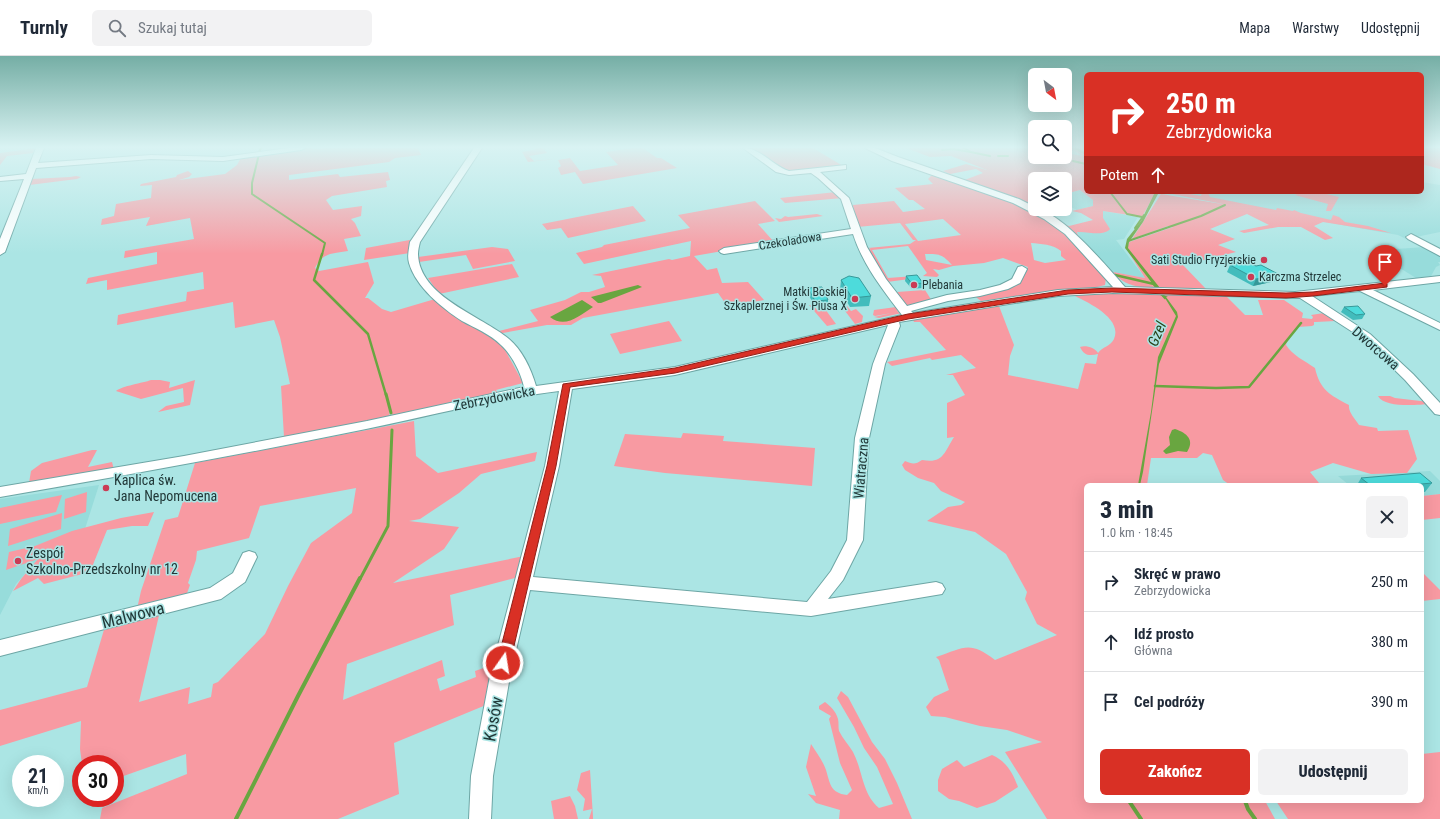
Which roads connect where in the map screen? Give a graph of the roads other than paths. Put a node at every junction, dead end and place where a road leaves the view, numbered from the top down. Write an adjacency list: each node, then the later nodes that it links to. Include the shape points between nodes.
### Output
1 (26, 184): 8 (street)
2 (455, 184): 19 (street, via 416,242 413,254 416,267 426,284 440,299 508,346 529,380)
3 (829, 184): 5 (street, via 845,198)
4 (966, 184): 13 (street, via 1016,201 1048,217 1068,232)
5 (856, 231): 7 (street, Czekoladowa); 15 (street, via 881,280)
6 (1411, 237): 9 (street)
7 (724, 251)
8 (0, 252)
9 (1440, 253)
10 (1022, 269): 15 (street, via 1016,281 1004,287 947,298)
11 (1440, 279): 12 (street, Zebrzydowicka)
12 (1362, 288): 14 (street, Zebrzydowicka); 17 (street)
13 (1122, 290): 14 (street, Zebrzydowicka); 15 (street, Zebrzydowicka, via 1068,292)
14 (1303, 295): 20 (street, Dworcowa, via 1366,336)
15 (906, 313): 16 (street, Zebrzydowicka)
16 (892, 320): 18 (street, Zebrzydowicka, via 675,371); 25 (street, Wiatraczna, via 894,326 879,364 862,438 855,540 837,575)
17 (1440, 327)
18 (566, 385): 19 (street, Zebrzydowicka); 23 (street, Kosów, via 552,466)
19 (531, 390): 21 (street, Zebrzydowicka, via 184,461)
20 (1440, 411)
21 (0, 492)
22 (249, 557): 26 (street, Malwowa, via 239,577 215,594)
23 (523, 583): 25 (street); 27 (street, Kosów, via 500,676 482,776)
24 (936, 589): 25 (street)
25 (811, 608)
26 (0, 648)
27 (480, 819)

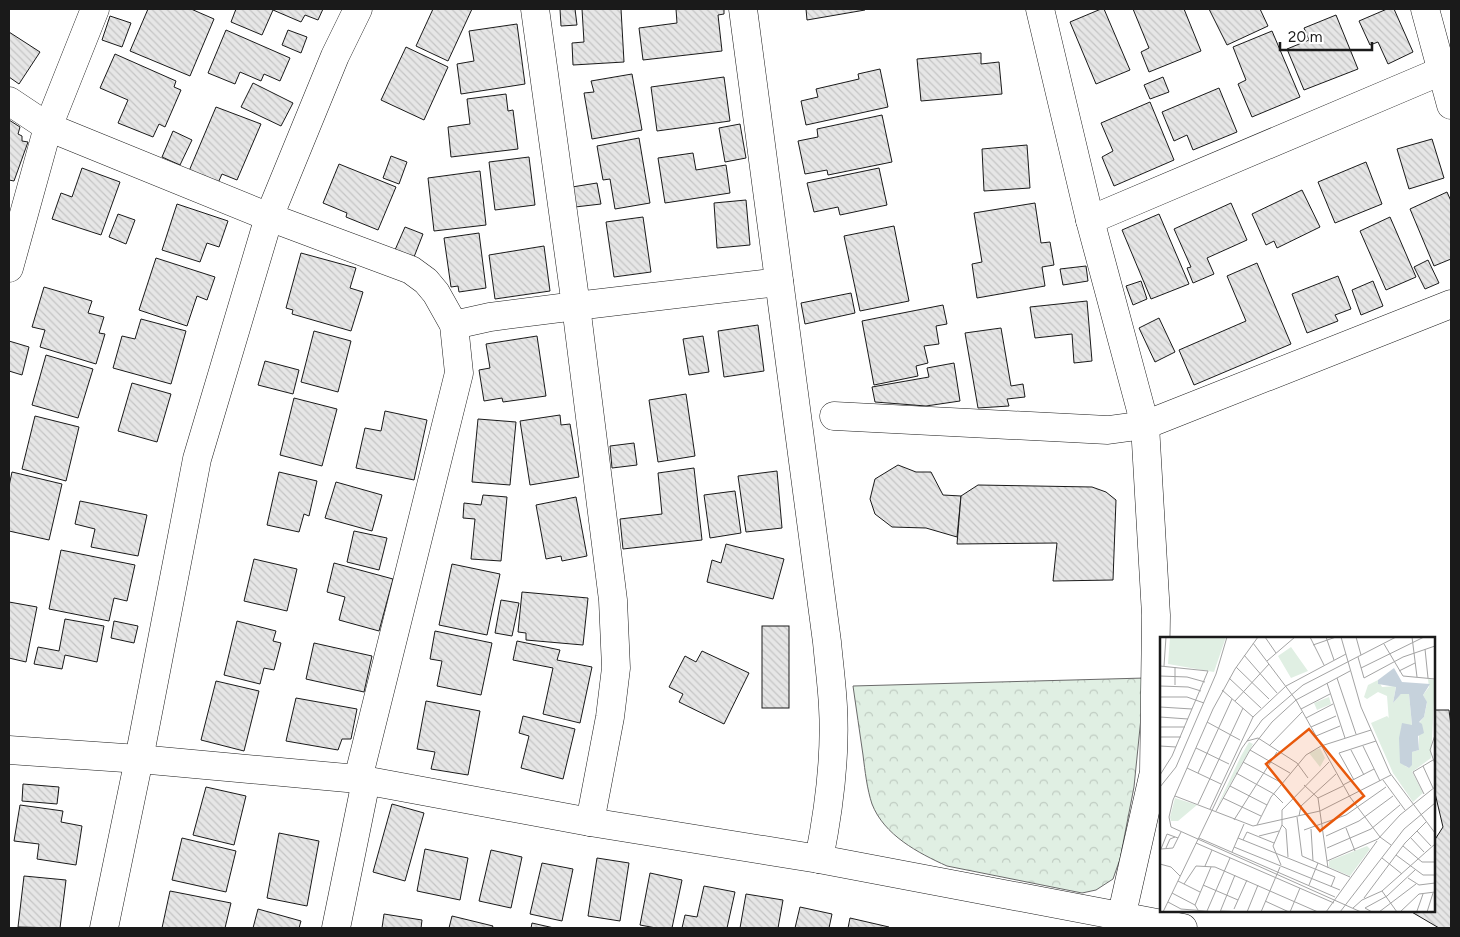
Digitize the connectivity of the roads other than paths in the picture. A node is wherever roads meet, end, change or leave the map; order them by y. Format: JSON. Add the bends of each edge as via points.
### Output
{"nodes":[{"id":1,"x":95,"y":9,"type":"edge"},
{"id":2,"x":358,"y":9,"type":"edge"},
{"id":3,"x":535,"y":9,"type":"edge"},
{"id":4,"x":743,"y":9,"type":"edge"},
{"id":5,"x":1041,"y":9,"type":"edge"},
{"id":6,"x":1425,"y":9,"type":"edge"},
{"id":7,"x":1446,"y":68,"type":"edge"},
{"id":8,"x":9,"y":101,"type":"edge"},
{"id":9,"x":1451,"y":105,"type":"edge"},
{"id":10,"x":48,"y":127,"type":"junction"},
{"id":11,"x":269,"y":217,"type":"junction"},
{"id":12,"x":1090,"y":220,"type":"junction"},
{"id":13,"x":9,"y":268,"type":"edge"},
{"id":14,"x":779,"y":282,"type":"junction"},
{"id":15,"x":1451,"y":304,"type":"edge"},
{"id":16,"x":576,"y":306,"type":"junction"},
{"id":17,"x":454,"y":325,"type":"junction"},
{"id":18,"x":834,"y":416,"type":"dead end"},
{"id":19,"x":1145,"y":425,"type":"junction"},
{"id":20,"x":9,"y":750,"type":"edge"},
{"id":21,"x":139,"y":759,"type":"junction"},
{"id":22,"x":362,"y":780,"type":"junction"},
{"id":23,"x":590,"y":822,"type":"junction"},
{"id":24,"x":819,"y":859,"type":"junction"},
{"id":25,"x":1119,"y":923,"type":"edge"},
{"id":26,"x":104,"y":928,"type":"edge"},
{"id":27,"x":336,"y":928,"type":"edge"},
{"id":28,"x":1183,"y":928,"type":"edge"}],
"edges":[{"from":1,"to":10,"type":"street"},
{"from":2,"to":11,"type":"street","via":[[335,56]]},
{"from":3,"to":16,"type":"street"},
{"from":4,"to":14,"type":"street"},
{"from":5,"to":12,"type":"street"},
{"from":6,"to":7,"type":"street"},
{"from":7,"to":9,"type":"street"},
{"from":7,"to":12,"type":"street"},
{"from":8,"to":10,"type":"street"},
{"from":10,"to":11,"type":"street"},
{"from":10,"to":13,"type":"street"},
{"from":11,"to":17,"type":"street","via":[[411,270],[436,293]]},
{"from":11,"to":21,"type":"street","via":[[196,459]]},
{"from":12,"to":19,"type":"street"},
{"from":14,"to":16,"type":"street"},
{"from":14,"to":24,"type":"street","via":[[833,708],[829,808]]},
{"from":15,"to":19,"type":"street"},
{"from":16,"to":17,"type":"street"},
{"from":16,"to":23,"type":"street","via":[[613,600],[616,668]]},
{"from":17,"to":22,"type":"street","via":[[459,374]]},
{"from":18,"to":19,"type":"street","via":[[1108,430]]},
{"from":19,"to":25,"type":"street","via":[[1156,615],[1154,772]]},
{"from":20,"to":21,"type":"street"},
{"from":21,"to":22,"type":"street"},
{"from":21,"to":26,"type":"street"},
{"from":22,"to":23,"type":"street"},
{"from":22,"to":27,"type":"street"},
{"from":23,"to":24,"type":"street"},
{"from":24,"to":25,"type":"street"},
{"from":25,"to":28,"type":"street"}]}
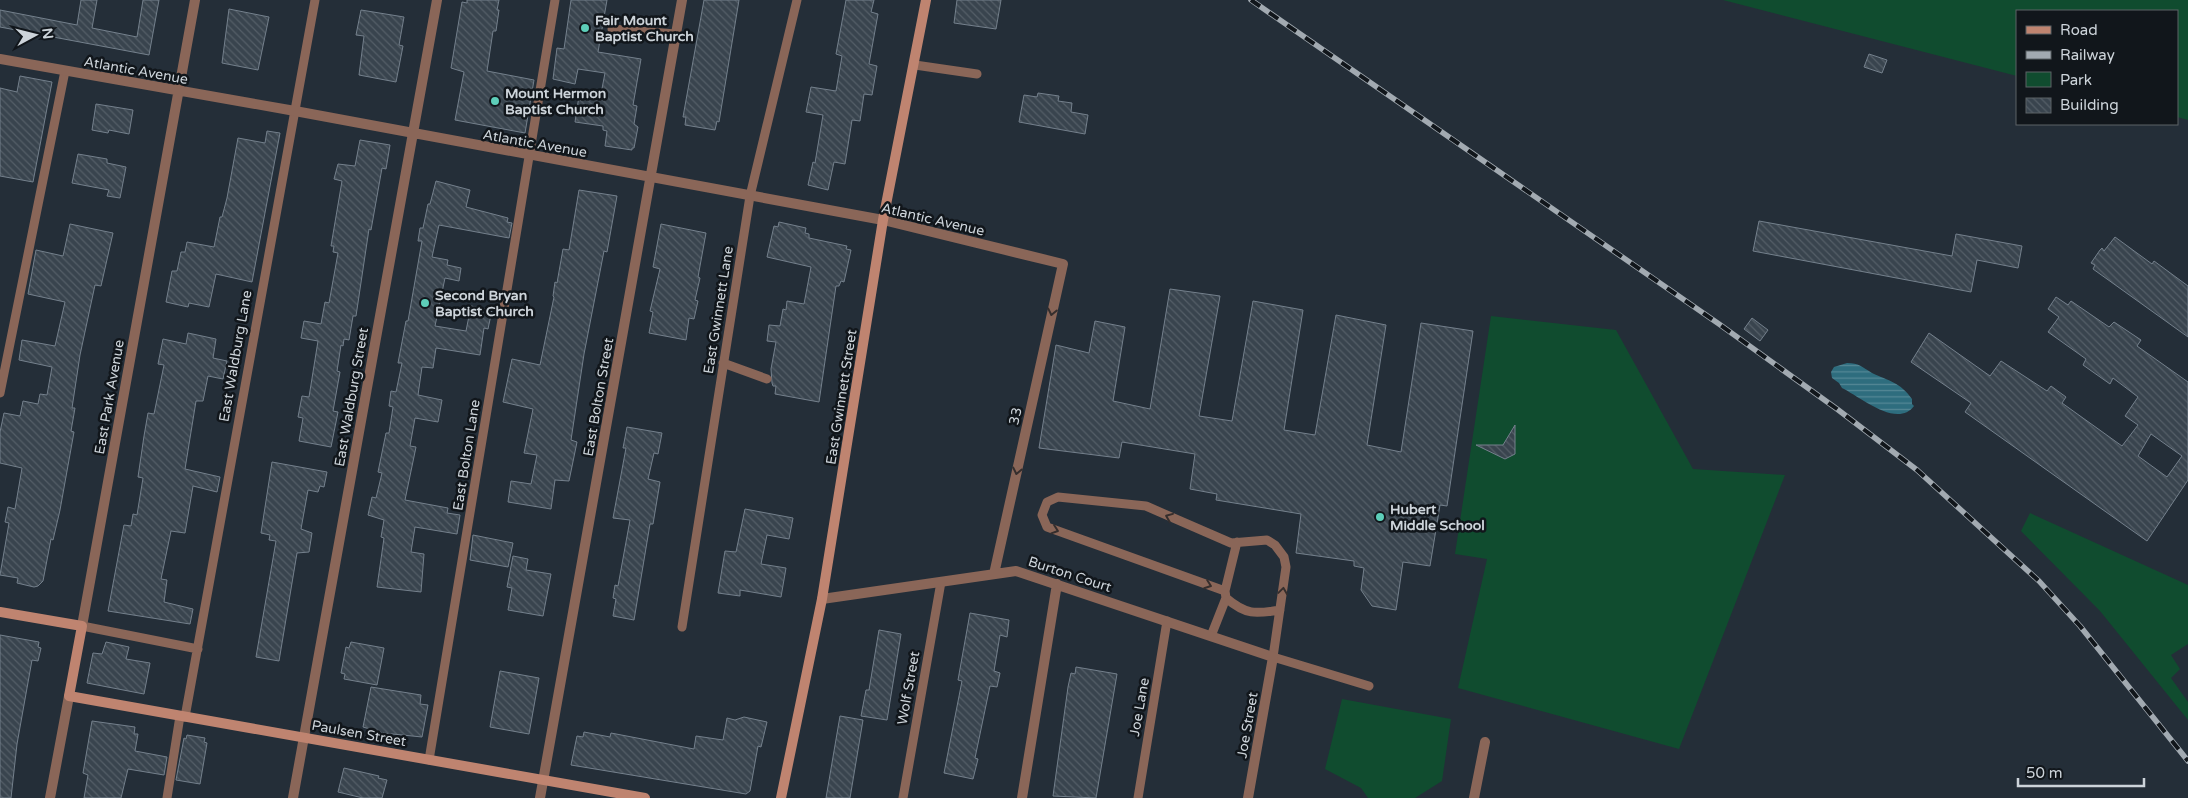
----
The aim is an exact repeat of the entire listing, stripped of pictures.

Which roads connect where in the map screen? Give a graph of the roads other than paths. Put a node at every junction, dead end and place where a road leaves the view, numbered from the top down. Write an adjacency list: each node, then the later nodes that it links to. Include the shape points between nodes.
### Output
1 (26, 184): 8 (street)
2 (455, 184): 19 (street, via 416,242 413,254 416,267 426,284 440,299 508,346 529,380)
3 (829, 184): 5 (street, via 845,198)
4 (966, 184): 13 (street, via 1016,201 1048,217 1068,232)
5 (856, 231): 7 (street, Czekoladowa); 15 (street, via 881,280)
6 (1411, 237): 9 (street)
7 (724, 251)
8 (0, 252)
9 (1440, 253)
10 (1022, 269): 15 (street, via 1016,281 1004,287 947,298)
11 (1440, 279): 12 (street, Zebrzydowicka)
12 (1362, 288): 14 (street, Zebrzydowicka); 17 (street)
13 (1122, 290): 14 (street, Zebrzydowicka); 15 (street, Zebrzydowicka, via 1068,292)
14 (1303, 295): 20 (street, Dworcowa, via 1366,336)
15 (906, 313): 16 (street, Zebrzydowicka)
16 (892, 320): 18 (street, Zebrzydowicka, via 675,371); 25 (street, Wiatraczna, via 894,326 879,364 862,438 855,540 837,575)
17 (1440, 327)
18 (566, 385): 19 (street, Zebrzydowicka); 23 (street, Kosów, via 552,466)
19 (531, 390): 21 (street, Zebrzydowicka, via 184,461)
20 (1440, 411)
21 (0, 492)
22 (249, 557): 26 (street, Malwowa, via 239,577 215,594)
23 (523, 583): 25 (street); 27 (street, Kosów, via 500,676 482,776)
24 (936, 589): 25 (street)
25 (811, 608)
26 (0, 648)
27 (480, 819)

Digitize the connectivity of the roads other than paths in the picture. A node is wherever roads meet, end, change or leave the map; order them by y. Format: JSON. Add the bends of each edge as via points.
### Output
{"nodes":[{"id":1,"x":95,"y":9,"type":"edge"},
{"id":2,"x":358,"y":9,"type":"edge"},
{"id":3,"x":535,"y":9,"type":"edge"},
{"id":4,"x":743,"y":9,"type":"edge"},
{"id":5,"x":1041,"y":9,"type":"edge"},
{"id":6,"x":1425,"y":9,"type":"edge"},
{"id":7,"x":1446,"y":68,"type":"edge"},
{"id":8,"x":9,"y":101,"type":"edge"},
{"id":9,"x":1451,"y":105,"type":"edge"},
{"id":10,"x":48,"y":127,"type":"junction"},
{"id":11,"x":269,"y":217,"type":"junction"},
{"id":12,"x":1090,"y":220,"type":"junction"},
{"id":13,"x":9,"y":268,"type":"edge"},
{"id":14,"x":779,"y":282,"type":"junction"},
{"id":15,"x":1451,"y":304,"type":"edge"},
{"id":16,"x":576,"y":306,"type":"junction"},
{"id":17,"x":454,"y":325,"type":"junction"},
{"id":18,"x":834,"y":416,"type":"dead end"},
{"id":19,"x":1145,"y":425,"type":"junction"},
{"id":20,"x":9,"y":750,"type":"edge"},
{"id":21,"x":139,"y":759,"type":"junction"},
{"id":22,"x":362,"y":780,"type":"junction"},
{"id":23,"x":590,"y":822,"type":"junction"},
{"id":24,"x":819,"y":859,"type":"junction"},
{"id":25,"x":1119,"y":923,"type":"edge"},
{"id":26,"x":104,"y":928,"type":"edge"},
{"id":27,"x":336,"y":928,"type":"edge"},
{"id":28,"x":1183,"y":928,"type":"edge"}],
"edges":[{"from":1,"to":10,"type":"street"},
{"from":2,"to":11,"type":"street","via":[[335,56]]},
{"from":3,"to":16,"type":"street"},
{"from":4,"to":14,"type":"street"},
{"from":5,"to":12,"type":"street"},
{"from":6,"to":7,"type":"street"},
{"from":7,"to":9,"type":"street"},
{"from":7,"to":12,"type":"street"},
{"from":8,"to":10,"type":"street"},
{"from":10,"to":11,"type":"street"},
{"from":10,"to":13,"type":"street"},
{"from":11,"to":17,"type":"street","via":[[411,270],[436,293]]},
{"from":11,"to":21,"type":"street","via":[[196,459]]},
{"from":12,"to":19,"type":"street"},
{"from":14,"to":16,"type":"street"},
{"from":14,"to":24,"type":"street","via":[[833,708],[829,808]]},
{"from":15,"to":19,"type":"street"},
{"from":16,"to":17,"type":"street"},
{"from":16,"to":23,"type":"street","via":[[613,600],[616,668]]},
{"from":17,"to":22,"type":"street","via":[[459,374]]},
{"from":18,"to":19,"type":"street","via":[[1108,430]]},
{"from":19,"to":25,"type":"street","via":[[1156,615],[1154,772]]},
{"from":20,"to":21,"type":"street"},
{"from":21,"to":22,"type":"street"},
{"from":21,"to":26,"type":"street"},
{"from":22,"to":23,"type":"street"},
{"from":22,"to":27,"type":"street"},
{"from":23,"to":24,"type":"street"},
{"from":24,"to":25,"type":"street"},
{"from":25,"to":28,"type":"street"}]}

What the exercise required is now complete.